The 16-color palette without brown correction

An additionnal circuit is thus needed to reduce the level of green for color 6, to get a more reddish tint. I did it with a resistor pulling the green signal down, activated by a 74AC139 selector.

Here is the adapted schematics for the green channel:
Output circuit for green

There is no need to check if we're currently in active display state here because we're just pulling to 0V anyway, so we can get away with half a 74AC139.

Actual result

I only had to wait a few days for the components to be delivered, and then, as is often the case, life got busy for several months. Until now...

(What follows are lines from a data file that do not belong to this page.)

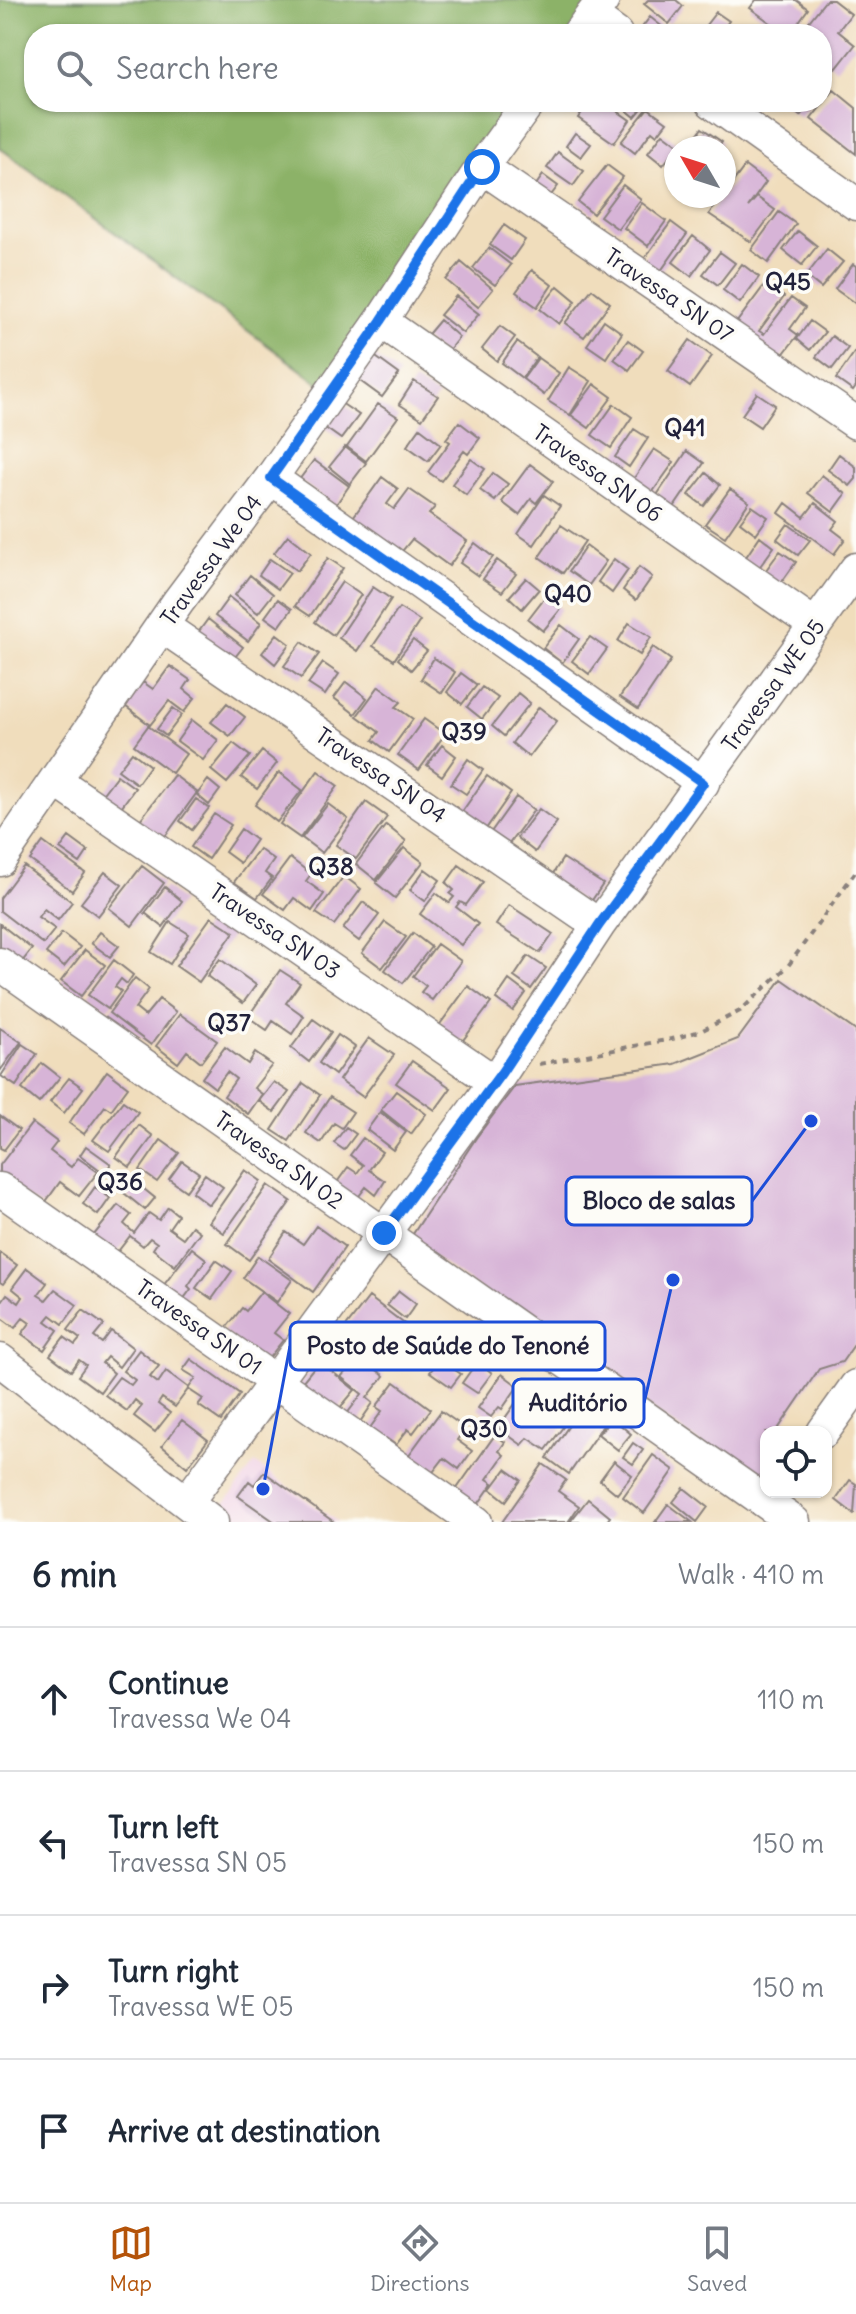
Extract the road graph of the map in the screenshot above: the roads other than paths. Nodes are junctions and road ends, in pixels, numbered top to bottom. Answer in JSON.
{"nodes":[{"id":1,"x":522,"y":112,"type":"edge"},
{"id":2,"x":726,"y":112,"type":"edge"},
{"id":3,"x":482,"y":167,"type":"junction"},
{"id":4,"x":856,"y":204,"type":"edge"},
{"id":5,"x":381,"y":321,"type":"junction"},
{"id":6,"x":856,"y":423,"type":"edge"},
{"id":7,"x":271,"y":478,"type":"junction"},
{"id":8,"x":856,"y":569,"type":"edge"},
{"id":9,"x":815,"y":625,"type":"junction"},
{"id":10,"x":162,"y":626,"type":"junction"},
{"id":11,"x":56,"y":781,"type":"junction"},
{"id":12,"x":703,"y":783,"type":"junction"},
{"id":13,"x":0,"y":860,"type":"edge"},
{"id":14,"x":599,"y":925,"type":"junction"},
{"id":15,"x":0,"y":964,"type":"edge"},
{"id":16,"x":497,"y":1076,"type":"junction"},
{"id":17,"x":0,"y":1189,"type":"edge"},
{"id":18,"x":384,"y":1233,"type":"junction"},
{"id":19,"x":0,"y":1360,"type":"edge"},
{"id":20,"x":277,"y":1381,"type":"junction"},
{"id":21,"x":856,"y":1386,"type":"edge"},
{"id":22,"x":827,"y":1426,"type":"edge"},
{"id":23,"x":187,"y":1502,"type":"junction"},
{"id":24,"x":776,"y":1510,"type":"edge"},
{"id":25,"x":212,"y":1522,"type":"edge"},
{"id":26,"x":476,"y":1522,"type":"edge"}],
"edges":[{"from":1,"to":3,"type":"street","name":"Travessa We 04"},
{"from":2,"to":4,"type":"street"},
{"from":3,"to":5,"type":"street","name":"Travessa We 04"},
{"from":3,"to":6,"type":"street","name":"Travessa SN 07"},
{"from":5,"to":7,"type":"street","name":"Travessa We 04"},
{"from":5,"to":9,"type":"street","name":"Travessa SN 06"},
{"from":7,"to":10,"type":"street","name":"Travessa We 04"},
{"from":7,"to":12,"type":"street"},
{"from":8,"to":9,"type":"street","name":"Travessa WE 05"},
{"from":9,"to":12,"type":"street","name":"Travessa WE 05"},
{"from":10,"to":11,"type":"street","name":"Travessa We 04"},
{"from":10,"to":14,"type":"street","name":"Travessa SN 04"},
{"from":11,"to":13,"type":"street","name":"Travessa We 04"},
{"from":11,"to":16,"type":"street","name":"Travessa SN 03"},
{"from":12,"to":14,"type":"street","name":"Travessa WE 05"},
{"from":14,"to":16,"type":"street","name":"Travessa WE 05"},
{"from":15,"to":18,"type":"street","name":"Travessa SN 02"},
{"from":16,"to":18,"type":"street","name":"Travessa WE 05"},
{"from":17,"to":20,"type":"street","name":"Travessa SN 01"},
{"from":18,"to":20,"type":"street","name":"Travessa WE 05"},
{"from":18,"to":24,"type":"street","name":"Travessa SN 02"},
{"from":19,"to":23,"type":"street"},
{"from":20,"to":23,"type":"street","name":"Travessa WE 05"},
{"from":20,"to":26,"type":"street","name":"Travessa SN 01"},
{"from":21,"to":22,"type":"street"},
{"from":23,"to":25,"type":"street"}]}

I first built the circuit on a separate breadboard, just to test with the multimeter that the outputs acted as expected when I played with the inputs. It was also the opportunity to assign the physical slots of the ICs to keep the connections short and simple. The layout looks promising, it should need only minimal rework.
Prototype circuit

So, how does it perform? To test it in situation, I just put it next to BB-88's main circuit and connected it with long wires, bypassing the crude temporary DAC.
Testing the circuit

The colors on the LCD are showing just as expected, although there is a slight vertical banding, mostly in the bright colors.
Result on the LCD

Here's a close-up view that better shows the banding:
close-up of the banding on the LCD

On the other hand, the result on the CRT is excellent!
The text looks sharp, and there are no jailbars, no shadows and very little echo!
Colored text on the CRT
Result on the CRT

I'm super happy with the result!

That's how the circuit now looks like on the breadboard:
VGA output stage circuit on breadboard

I had to be creative to squeeze it in the available space, by using (and sometimes abusing) free gates on various ICs already present in the build, but that was really worth it. Because that also means I won't have to remove the OPL2 section! And I just found out yesterday that you can find small DC-to-DC modules that convert a single 5V supply into a dual ±12V output, which is exactly what I'm missing since I replaced the ATX power supply with a Meanwell one!

Full schematic

I thought I'd publish the full schematic of the prototype output stage for reference (click the image for a larger version), because I think it might be of use to anyone wanting to convert a 4-bit RGBI to analog VGA levels:
VGA output stage

As you can see, the circuit as it is implemented also uses the remaining half 244 buffer to try and get the timing slightly more consistent between the channels, but I reckon it shouldn't make any visible difference in practice.
I also used one of the available NAND gates as an inverter in the prototype instead of adding another chip.

And yes, I'm aware that the output impedance does not match the monitor's input impedance, but that doesn't seem to be much of an issue.

  1. I = U/R = 0.7V/75Ω = 9.33mA 

  2. I've been using KTechLab for this, despite some annoying shortcomings.